From afar, much is often made of the Middle East’s seemingly perpetual state of instability when compared to other geographies. Whilst the area spanning from the Gulf to the Levant and North Africa is undoubtedly complex and laden with cultural and political nuance, to conflate the whole region as ‘unstable’ would be to oversimplify the variety of a hugely diverse geography.
Throughout the year, events in Palestine and Israel have correctly shocked the world and dominated global news agendas. When viewed alongside the now dubbed ‘twelve-day war’ between Israel and Iran in June, one would be forgiven for assuming the Middle East to be broadly unstable. Whilst a response to that question is clearly multifaceted and dependent on one’s geographic focus, the on-ground reality is different from what is often assumed from afar. Whether one speaks to an Iraqi reacting to the election of the Reconstruction and Development Party, a Syrian about the country’s global reintegration, or a Lebanese on Beirut’s recovery from sustained bombardment, the picture is inextricably diverse and should therefore be analysed that way.
Further south, in the Gulf Cooperation Council (GCC), there is yet another different picture. Economies have continued to prove remarkably resilient to the region’s wider geopolitical shocks, resulting in a positive domino effect of increased private and institutional investment and accelerated GDP growth. As a result, the IMF has upgraded its growth prediction for the UAE to 4.8% in 2025 and 5% in 2026, marking a distinct divergence from the 1.2% and 2.1% figures forecast for Europe and the US respectively. Sustained investment in sectors like AI and digital infrastructure, spearheaded by a trend of sovereign co-investments by the likes of Mubadala, G42, and HUMAIN, is driving such growth with the UAE believed to have attracted a staggering $148 billion in AI and data centre investment since 2024 alone.
Considering this amid a global picture of fragmentation in Europe, and political unpredictability in the US, combined with trends of increased Government spending and underwhelming productivity rates, the GCC is standing out. Favourable and progressive regulation, stable political environments, and strong placement in three of the themes driving the global economy; Technology/AI, Energy, and Defence, are elevating the role of cities like Dubai, Abu Dhabi, Riyadh and Doha. Put far more succinctly during a panel at last week’s Abu Dhabi Finance Week, the GCC’s growth stems from its ability to champion the three D’s:
- Decentralisation: Economic diversification supported by the development of sector-specific free zones and entrepreneurial hubs.
- Decarbonisation: Large scale investment into renewable energy.
- Digitalisation: Government backed AI adoption and large-scale partnerships with Hyperscalers and GPU providers.

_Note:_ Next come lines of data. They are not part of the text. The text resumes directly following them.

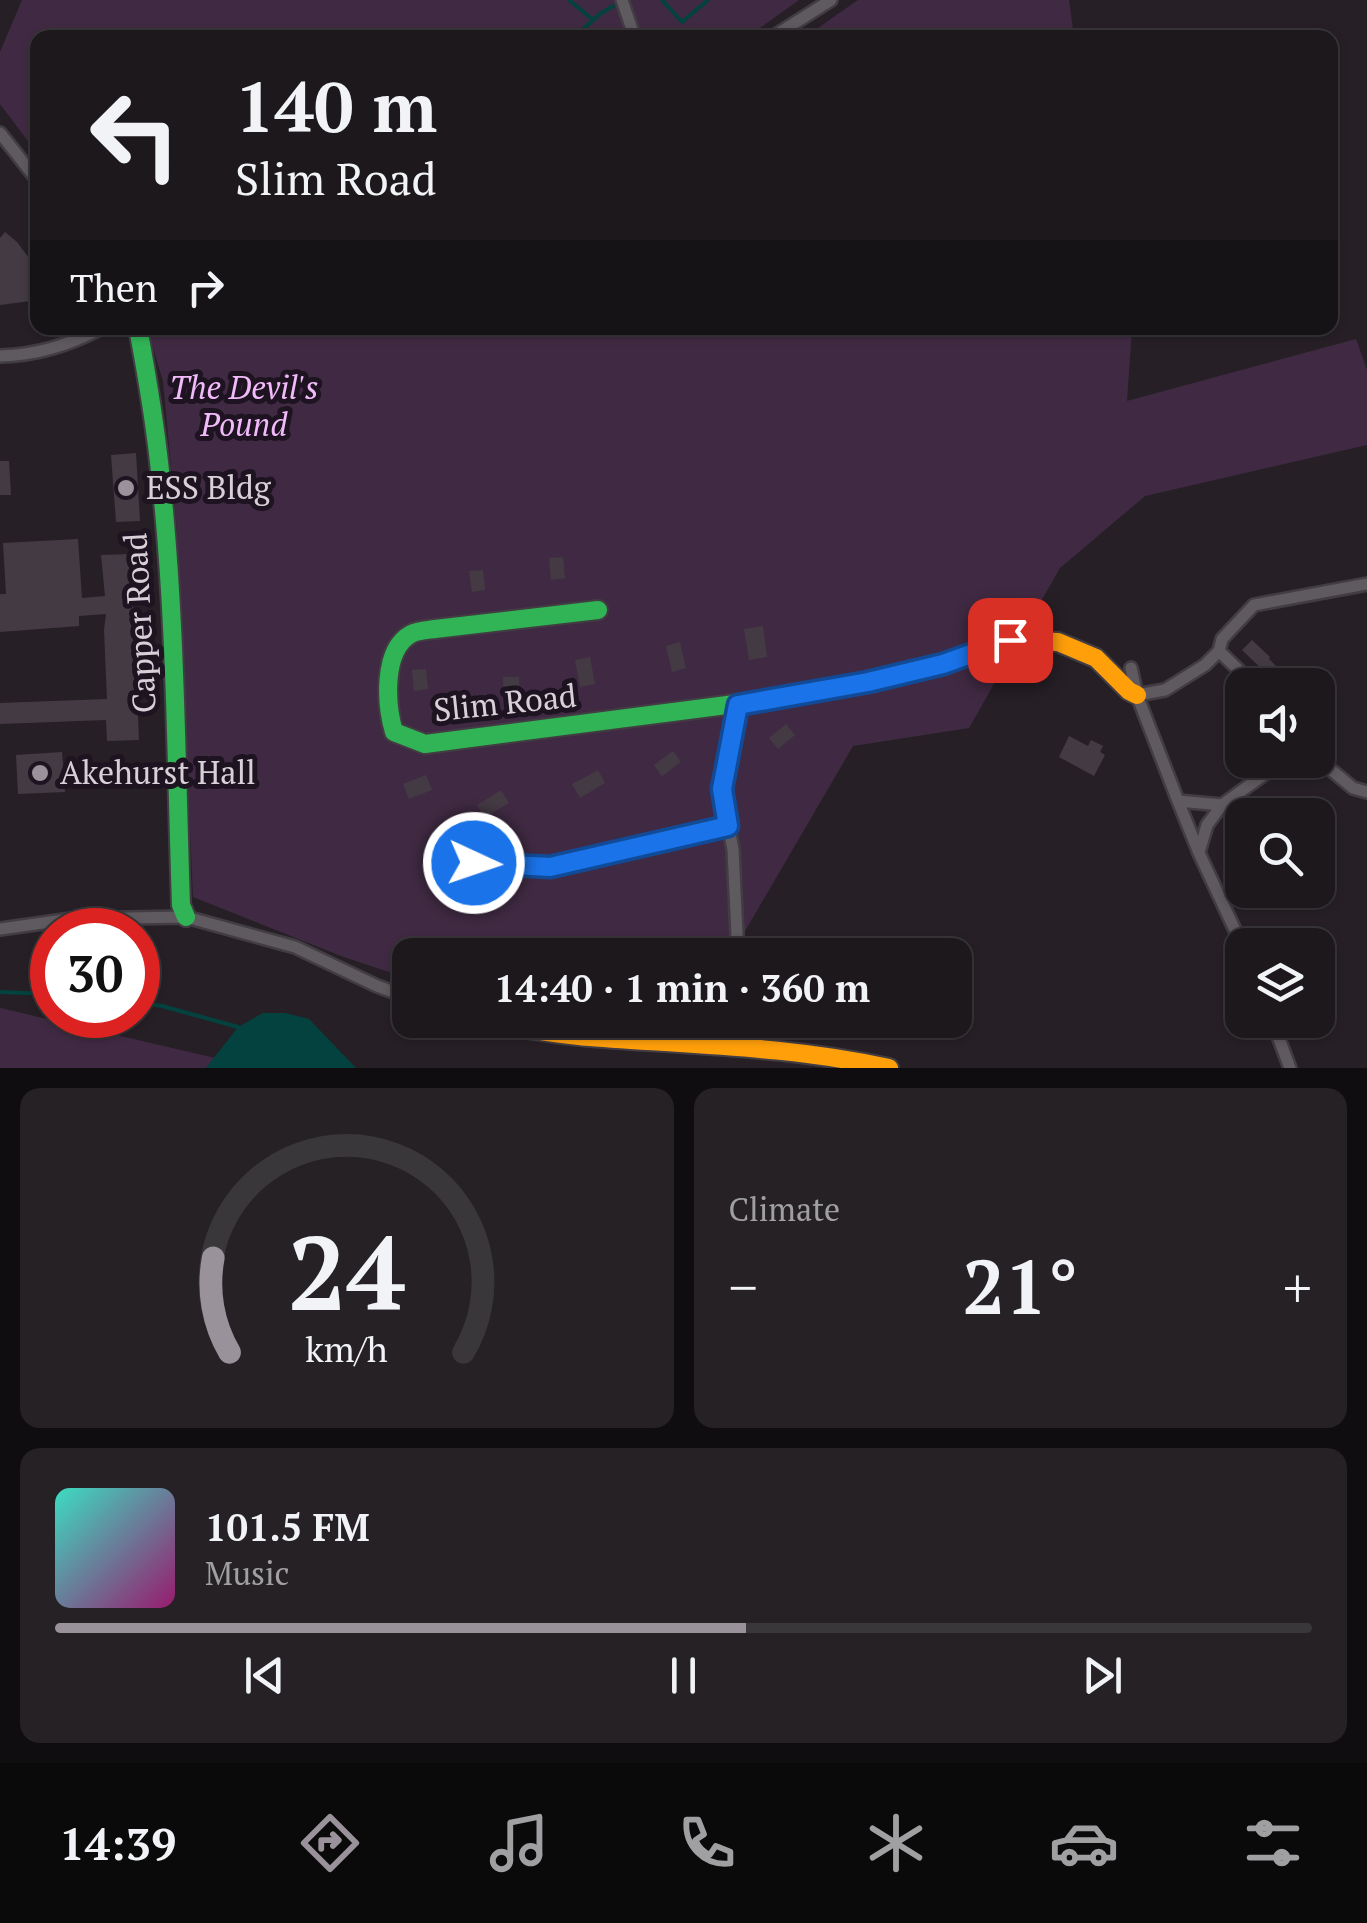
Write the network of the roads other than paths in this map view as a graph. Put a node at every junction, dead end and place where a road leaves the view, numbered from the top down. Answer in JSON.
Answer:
{"nodes":[{"id":1,"x":622,"y":0,"type":"edge"},
{"id":2,"x":831,"y":0,"type":"edge"},
{"id":3,"x":631,"y":30,"type":"edge"},
{"id":4,"x":784,"y":30,"type":"edge"},
{"id":5,"x":0,"y":134,"type":"edge"},
{"id":6,"x":30,"y":171,"type":"edge"},
{"id":7,"x":87,"y":335,"type":"edge"},
{"id":8,"x":139,"y":335,"type":"edge"},
{"id":9,"x":0,"y":356,"type":"edge"},
{"id":10,"x":1367,"y":584,"type":"edge"},
{"id":11,"x":598,"y":610,"type":"dead end"},
{"id":12,"x":1220,"y":652,"type":"junction"},
{"id":13,"x":1131,"y":668,"type":"dead end"},
{"id":14,"x":1236,"y":668,"type":"edge"},
{"id":15,"x":1137,"y":695,"type":"junction"},
{"id":16,"x":738,"y":705,"type":"junction"},
{"id":17,"x":1335,"y":773,"type":"edge"},
{"id":18,"x":1259,"y":778,"type":"edge"},
{"id":19,"x":1367,"y":792,"type":"edge"},
{"id":20,"x":1178,"y":801,"type":"junction"},
{"id":21,"x":1222,"y":805,"type":"junction"},
{"id":22,"x":728,"y":826,"type":"junction"},
{"id":23,"x":1199,"y":853,"type":"junction"},
{"id":24,"x":436,"y":861,"type":"dead end"},
{"id":25,"x":186,"y":917,"type":"junction"},
{"id":26,"x":0,"y":928,"type":"edge"},
{"id":27,"x":1234,"y":928,"type":"edge"},
{"id":28,"x":736,"y":938,"type":"edge"},
{"id":29,"x":392,"y":991,"type":"edge"},
{"id":30,"x":616,"y":1038,"type":"edge"},
{"id":31,"x":710,"y":1038,"type":"edge"},
{"id":32,"x":1279,"y":1038,"type":"edge"},
{"id":33,"x":709,"y":1044,"type":"junction"},
{"id":34,"x":889,"y":1068,"type":"edge"},
{"id":35,"x":1290,"y":1068,"type":"edge"}],
"edges":[{"from":1,"to":3,"type":"street"},
{"from":2,"to":4,"type":"street"},
{"from":5,"to":6,"type":"street"},
{"from":7,"to":9,"type":"street"},
{"from":8,"to":25,"type":"street","name":"Capper Road"},
{"from":10,"to":12,"type":"street"},
{"from":11,"to":16,"type":"street","name":"Slim Road"},
{"from":12,"to":14,"type":"street"},
{"from":12,"to":15,"type":"street"},
{"from":13,"to":15,"type":"street"},
{"from":15,"to":16,"type":"street","name":"Slim Road"},
{"from":15,"to":20,"type":"street","name":"Slim Road"},
{"from":16,"to":22,"type":"street"},
{"from":17,"to":19,"type":"street"},
{"from":18,"to":21,"type":"street"},
{"from":20,"to":21,"type":"street"},
{"from":20,"to":23,"type":"street","name":"Slim Road"},
{"from":21,"to":23,"type":"street"},
{"from":22,"to":24,"type":"street"},
{"from":22,"to":28,"type":"street"},
{"from":23,"to":27,"type":"street","name":"Slim Road"},
{"from":25,"to":26,"type":"street"},
{"from":25,"to":29,"type":"street"},
{"from":30,"to":33,"type":"street"},
{"from":31,"to":33,"type":"street"},
{"from":32,"to":35,"type":"street"},
{"from":33,"to":34,"type":"street"}]}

Nonetheless, such developments do sit against a backdrop of heightened geopolitical fragility. As asymmetrical conflicts and security threats from non-state actors have continued to increase in both frequency and complexity throughout 2025, long-held ideas of a stability-inducing liberal international order predicated on mutual cooperation and international institutions are arguably no longer applicable to modern-day realities. Recognising and adapting to such risks associated with a more fragmented and multipolar world is therefore essential. Private institutions are already responding – since the start of 2024, KKR, JPMorgan, Bridgepoint and McKinsey, among others, have expanded their capabilities to include dedicated geopolitical analysis units, reflecting a growing consensus that geopolitical awareness is no longer optional but a necessity, particularly for organisations operating across regions with varied risk profiles, such as the Middle East.
Considering all the above, it would of course be unrealistic to suggest that the GCC’s outlook is entirely insulated from risk. External shocks, whether from disrupted Red Sea trade flows, volatile oil prices, or reduced FDI inflows, remain genuine points of exposure for GCC economies. Additionally, in the AI era when 1GW of data centre capacity can cost up to $50bn to operationalise, and 4 year-old startups can raise $900m Series C round, economies such as those in the GCC, where sovereign entities have placed significant financial weight behind what remains a nascent sector, is not without risk.
In summary, and to quote Bradley Cooper’s 2011 classic Limitless (expecting a challenge here), “a share price isn’t really based on how a company works; it’s about how mass psychology works.” Although oversimplified, the quote acts as a useful illustration. Take the GCC: despite a complex geopolitical landscape across the wider region, the Gulf continues to sustain investor confidence and exhibit a strong metaphorical share price, thereby highlighting the limits of relying solely on macro perspectives when assessing the Middle East, or any other region for that matter.